Gabriel Garcia Marquez, Carlos Fuentes And Their Mexican-Jewish Western
Machismo has become a sort of catchall phrase for aggressive masculinity, but its original meaning refers to something more specific, stranger, and more dangerous. It is this latter definition that propels the action of the recently-resurrected 1966 film “Time to Die” that is playing at Film Forum through Thursday, September 21.
I’m not an expert, but I would imagine that one character’s description of his father as “the best with guns, women, and horses,” illustrates that idea rather well. Revealingly, the speaker’s father is long dead, having fallen victim to these proclivities.
The film’s protagonist is his killer, Juan Sayago, who eighteen years ago outdid his skill with guns. Having served his time, he returns to his sleepy, dust-laden hometown to find that the man’s sons intend to make him pay a still greater price. The younger son, Pedro Trueba, seems warmer and more reasonable, preparing for marriage to a local beauty. His brother Julian, however, is monomaniacal in his bloodlust. He maintains ramrod posture and dresses in the anachronistic garb of an autocratic rural don, attempting to goad our hero into challenging him. For his part, Sayago is peaceable and world weary, equally unwilling to flee or fight. “Honor’s not about making boasts,” he tells his oppressor, “and dignity comes only through suffering.”
“Time to Die,” marked the debut of Jewish-Mexican filmmaker Arturo Ripstein, who was a mere 21 years old at the time of its production, kicking off an extraordinarily productive career (Ripstein remains active in his seventies). He had help from a legendary band of collaborators. The script was written by a then obscure Colombian novelist — and occasional film critic — named Gabriel Garcia Marquez, who in turn recruited his pal Carlos Fuentes. Actress Marga López, likely best known for her role in Luis Buñuel’s “Nazarin” (1959), plays the woman our protagonist was engaged to before he was sent away, while Sayago is portrayed by the ideally cast Jorge Martínez de Hoyos.
His hulking frame softened by the years, the kind-eyed Sayago invokes substantial pathos from the moment he appears in frame. In contrast to the violent bluster of the Trueba boys, the man formerly known as “bulletproof Juan Sayago” dons quaint reading glasses and shows off the knitting skills he developed in prison. As the film progresses, details emerge implying that Sayago’s crime may not have been murder, that Trueba the elder waged an extended, psychotic campaign of harassment and provocation.

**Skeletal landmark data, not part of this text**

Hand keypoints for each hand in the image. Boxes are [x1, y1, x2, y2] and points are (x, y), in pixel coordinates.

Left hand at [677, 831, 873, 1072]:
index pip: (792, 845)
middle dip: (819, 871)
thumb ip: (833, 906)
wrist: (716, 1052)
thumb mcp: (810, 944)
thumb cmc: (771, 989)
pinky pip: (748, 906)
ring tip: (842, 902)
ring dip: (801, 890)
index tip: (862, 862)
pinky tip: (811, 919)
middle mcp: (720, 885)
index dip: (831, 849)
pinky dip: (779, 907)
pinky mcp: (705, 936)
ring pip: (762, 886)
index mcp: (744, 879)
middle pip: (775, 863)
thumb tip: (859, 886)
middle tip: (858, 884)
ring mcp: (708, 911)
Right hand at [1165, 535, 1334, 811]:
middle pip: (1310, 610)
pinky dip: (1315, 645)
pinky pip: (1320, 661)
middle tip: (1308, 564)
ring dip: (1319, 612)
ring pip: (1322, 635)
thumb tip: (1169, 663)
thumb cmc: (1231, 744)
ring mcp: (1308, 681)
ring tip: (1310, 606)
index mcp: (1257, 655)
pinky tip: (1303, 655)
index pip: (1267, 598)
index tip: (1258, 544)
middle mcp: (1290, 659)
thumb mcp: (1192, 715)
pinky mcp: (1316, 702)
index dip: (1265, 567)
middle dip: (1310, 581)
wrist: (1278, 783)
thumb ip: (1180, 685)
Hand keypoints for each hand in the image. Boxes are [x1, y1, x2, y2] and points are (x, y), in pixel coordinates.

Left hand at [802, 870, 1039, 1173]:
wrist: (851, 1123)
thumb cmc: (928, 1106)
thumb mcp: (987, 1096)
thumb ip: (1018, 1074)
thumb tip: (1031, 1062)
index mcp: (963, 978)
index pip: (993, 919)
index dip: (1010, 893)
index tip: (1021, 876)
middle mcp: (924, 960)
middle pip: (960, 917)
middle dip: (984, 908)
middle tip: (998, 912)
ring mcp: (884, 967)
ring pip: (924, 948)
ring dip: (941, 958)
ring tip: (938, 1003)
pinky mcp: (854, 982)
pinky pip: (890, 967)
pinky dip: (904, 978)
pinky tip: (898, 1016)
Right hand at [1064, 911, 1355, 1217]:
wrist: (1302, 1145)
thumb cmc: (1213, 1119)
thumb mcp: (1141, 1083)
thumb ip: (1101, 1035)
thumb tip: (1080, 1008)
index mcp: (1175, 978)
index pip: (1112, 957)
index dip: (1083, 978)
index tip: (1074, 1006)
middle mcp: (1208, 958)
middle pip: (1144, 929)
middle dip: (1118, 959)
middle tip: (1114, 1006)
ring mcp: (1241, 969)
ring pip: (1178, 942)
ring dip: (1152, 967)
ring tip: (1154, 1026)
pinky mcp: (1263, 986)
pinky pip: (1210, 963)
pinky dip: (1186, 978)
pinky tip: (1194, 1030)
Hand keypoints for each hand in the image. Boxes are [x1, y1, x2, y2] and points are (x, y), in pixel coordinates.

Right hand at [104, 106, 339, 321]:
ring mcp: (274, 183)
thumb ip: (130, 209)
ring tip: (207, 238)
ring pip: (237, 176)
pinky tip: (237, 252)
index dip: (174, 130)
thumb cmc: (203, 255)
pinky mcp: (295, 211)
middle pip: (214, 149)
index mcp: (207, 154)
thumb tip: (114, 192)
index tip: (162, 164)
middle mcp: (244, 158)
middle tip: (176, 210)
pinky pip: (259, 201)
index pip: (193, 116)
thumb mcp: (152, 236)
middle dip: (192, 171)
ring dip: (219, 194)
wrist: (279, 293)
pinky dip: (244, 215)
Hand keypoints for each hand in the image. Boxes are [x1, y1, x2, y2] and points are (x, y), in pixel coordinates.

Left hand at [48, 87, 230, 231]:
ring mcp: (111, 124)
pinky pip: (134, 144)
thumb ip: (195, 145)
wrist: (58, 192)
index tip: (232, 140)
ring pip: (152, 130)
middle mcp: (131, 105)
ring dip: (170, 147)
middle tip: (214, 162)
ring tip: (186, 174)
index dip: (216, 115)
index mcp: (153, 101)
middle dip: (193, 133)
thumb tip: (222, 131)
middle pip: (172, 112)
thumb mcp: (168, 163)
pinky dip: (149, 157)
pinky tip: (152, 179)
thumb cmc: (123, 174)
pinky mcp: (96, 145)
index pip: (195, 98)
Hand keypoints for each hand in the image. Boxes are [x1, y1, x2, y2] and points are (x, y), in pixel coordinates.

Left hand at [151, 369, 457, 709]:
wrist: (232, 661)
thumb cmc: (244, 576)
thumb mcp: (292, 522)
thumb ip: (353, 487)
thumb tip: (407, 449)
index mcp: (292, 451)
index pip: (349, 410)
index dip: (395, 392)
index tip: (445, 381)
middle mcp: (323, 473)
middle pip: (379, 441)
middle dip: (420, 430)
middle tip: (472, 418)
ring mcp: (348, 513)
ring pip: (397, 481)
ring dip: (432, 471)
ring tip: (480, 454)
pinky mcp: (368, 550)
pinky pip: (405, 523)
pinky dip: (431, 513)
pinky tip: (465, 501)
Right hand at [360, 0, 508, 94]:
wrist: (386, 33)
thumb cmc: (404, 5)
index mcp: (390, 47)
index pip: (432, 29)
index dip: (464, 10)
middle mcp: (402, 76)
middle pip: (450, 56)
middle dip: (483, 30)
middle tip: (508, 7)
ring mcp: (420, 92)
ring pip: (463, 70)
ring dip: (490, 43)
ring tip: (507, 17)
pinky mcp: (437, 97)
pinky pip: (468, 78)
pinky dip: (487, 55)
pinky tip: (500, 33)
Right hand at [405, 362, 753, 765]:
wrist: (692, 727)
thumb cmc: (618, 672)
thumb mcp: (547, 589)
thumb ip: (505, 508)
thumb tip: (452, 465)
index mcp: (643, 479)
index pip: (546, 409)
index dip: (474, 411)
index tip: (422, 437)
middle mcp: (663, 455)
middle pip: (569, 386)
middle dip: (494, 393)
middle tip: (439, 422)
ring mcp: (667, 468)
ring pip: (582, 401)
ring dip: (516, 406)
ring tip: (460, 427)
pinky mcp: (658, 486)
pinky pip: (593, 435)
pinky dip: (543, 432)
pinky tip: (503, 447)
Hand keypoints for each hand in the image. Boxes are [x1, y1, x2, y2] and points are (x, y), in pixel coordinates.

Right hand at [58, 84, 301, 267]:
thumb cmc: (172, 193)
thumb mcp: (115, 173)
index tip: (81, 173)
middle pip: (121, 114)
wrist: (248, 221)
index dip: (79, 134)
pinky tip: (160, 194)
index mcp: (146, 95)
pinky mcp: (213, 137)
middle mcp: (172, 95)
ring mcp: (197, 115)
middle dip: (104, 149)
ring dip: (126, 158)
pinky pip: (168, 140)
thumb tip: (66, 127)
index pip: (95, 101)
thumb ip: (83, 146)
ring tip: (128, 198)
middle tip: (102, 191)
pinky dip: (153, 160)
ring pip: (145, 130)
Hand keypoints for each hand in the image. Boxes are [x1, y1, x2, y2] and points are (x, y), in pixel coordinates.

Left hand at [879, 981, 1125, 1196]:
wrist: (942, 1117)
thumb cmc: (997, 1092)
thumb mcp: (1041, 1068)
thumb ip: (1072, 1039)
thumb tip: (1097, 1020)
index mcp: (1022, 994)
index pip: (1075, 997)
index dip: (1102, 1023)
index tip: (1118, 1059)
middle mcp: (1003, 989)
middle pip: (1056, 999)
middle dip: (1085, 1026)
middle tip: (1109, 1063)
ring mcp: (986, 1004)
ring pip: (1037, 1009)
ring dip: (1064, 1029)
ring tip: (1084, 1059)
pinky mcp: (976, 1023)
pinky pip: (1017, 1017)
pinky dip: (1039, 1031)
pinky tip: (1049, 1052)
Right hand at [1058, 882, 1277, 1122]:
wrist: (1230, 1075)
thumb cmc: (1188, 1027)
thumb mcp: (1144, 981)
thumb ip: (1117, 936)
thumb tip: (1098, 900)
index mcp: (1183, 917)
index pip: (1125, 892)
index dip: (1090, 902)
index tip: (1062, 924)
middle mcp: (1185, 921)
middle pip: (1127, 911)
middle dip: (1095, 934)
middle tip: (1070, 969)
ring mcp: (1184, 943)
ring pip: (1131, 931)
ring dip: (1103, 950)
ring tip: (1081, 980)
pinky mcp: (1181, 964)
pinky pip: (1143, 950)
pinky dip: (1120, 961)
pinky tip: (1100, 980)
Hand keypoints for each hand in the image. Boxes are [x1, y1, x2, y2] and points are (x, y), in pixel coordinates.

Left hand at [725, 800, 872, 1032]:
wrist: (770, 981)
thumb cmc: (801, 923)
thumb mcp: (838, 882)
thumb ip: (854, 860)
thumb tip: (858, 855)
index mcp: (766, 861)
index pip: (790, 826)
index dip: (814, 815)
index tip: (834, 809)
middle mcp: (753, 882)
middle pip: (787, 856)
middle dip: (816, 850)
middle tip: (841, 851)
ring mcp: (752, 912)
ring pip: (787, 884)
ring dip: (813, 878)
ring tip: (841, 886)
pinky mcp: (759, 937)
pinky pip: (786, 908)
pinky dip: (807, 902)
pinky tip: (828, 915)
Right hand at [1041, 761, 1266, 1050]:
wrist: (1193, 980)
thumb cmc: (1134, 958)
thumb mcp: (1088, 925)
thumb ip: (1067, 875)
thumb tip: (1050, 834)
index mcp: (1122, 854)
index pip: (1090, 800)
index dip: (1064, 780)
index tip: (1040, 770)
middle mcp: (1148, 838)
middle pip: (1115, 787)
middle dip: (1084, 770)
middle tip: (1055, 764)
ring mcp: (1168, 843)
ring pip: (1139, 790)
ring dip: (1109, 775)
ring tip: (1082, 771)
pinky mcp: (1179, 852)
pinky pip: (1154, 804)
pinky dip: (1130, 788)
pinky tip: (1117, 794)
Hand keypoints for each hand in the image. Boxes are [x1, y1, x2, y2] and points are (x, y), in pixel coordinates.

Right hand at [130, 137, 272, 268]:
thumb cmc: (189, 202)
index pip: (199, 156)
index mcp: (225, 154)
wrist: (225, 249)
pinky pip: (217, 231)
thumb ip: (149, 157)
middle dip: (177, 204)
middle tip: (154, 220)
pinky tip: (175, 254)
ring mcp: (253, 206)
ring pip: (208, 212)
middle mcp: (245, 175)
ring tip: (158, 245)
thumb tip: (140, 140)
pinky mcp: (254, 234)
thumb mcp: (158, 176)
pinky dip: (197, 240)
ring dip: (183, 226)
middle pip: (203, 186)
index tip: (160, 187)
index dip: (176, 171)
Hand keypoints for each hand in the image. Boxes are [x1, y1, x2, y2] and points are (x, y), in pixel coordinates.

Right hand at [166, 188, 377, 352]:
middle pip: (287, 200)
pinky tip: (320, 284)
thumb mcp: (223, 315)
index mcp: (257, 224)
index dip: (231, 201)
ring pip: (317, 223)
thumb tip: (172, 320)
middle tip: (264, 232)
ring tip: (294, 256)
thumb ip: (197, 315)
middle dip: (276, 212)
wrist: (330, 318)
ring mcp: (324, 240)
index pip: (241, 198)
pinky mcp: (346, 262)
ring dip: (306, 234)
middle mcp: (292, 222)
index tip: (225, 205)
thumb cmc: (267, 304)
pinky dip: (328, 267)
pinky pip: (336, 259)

So definitively does the film appear to cast in its lot with wizened experience over hotheaded youth, that it can seem at points like the young filmmaker is trying to compensate for his inexperience by explicitly disavowing it. Yet Marquez’s script — and by extension, Ripstein’s film — gradually becomes more complex. For the most part, the townspeople, from Sayago’s former fiancée to Pedro’s current one, attempt to convince the brothers to give up their quest for vengeance and Sayago to get out of town. Everyone seems to understand that their continued coexistence represents grim inevitability, represented by Marquez’s insistent repetition of the words “jail” and “graveyard,” except for the main characters. After a point, Sayago’s saintly refusal to fight or leave appears radically obstinate, even violent. The echoes of his past become impossible to ignore. After all, it takes two to duel.
As the film progresses, the echoes and motifs of the script begin to dominate both the film and its characters. Ripstein eschews overtly expressive visual flourishes for a pragmatic, inescapable classicism, allowing the characters to move towards their destinies in the sober, unsympathetic light of day. Although firmly ensconced in the conventions and iconography of the western, the fatalism of the story recalls film noir, with Marquez’s script taking a painstaking pleasure in ensnaring the characters within the tendrils of their own pasts.
By its conclusion, we’re dealing with a film in many ways about determinism itself. Like in Greek tragedy, people can accept or fight against their fates, but the result will be the same. It’s there in the title: you can protest all you want, but it won’t make a difference when it’s time to die.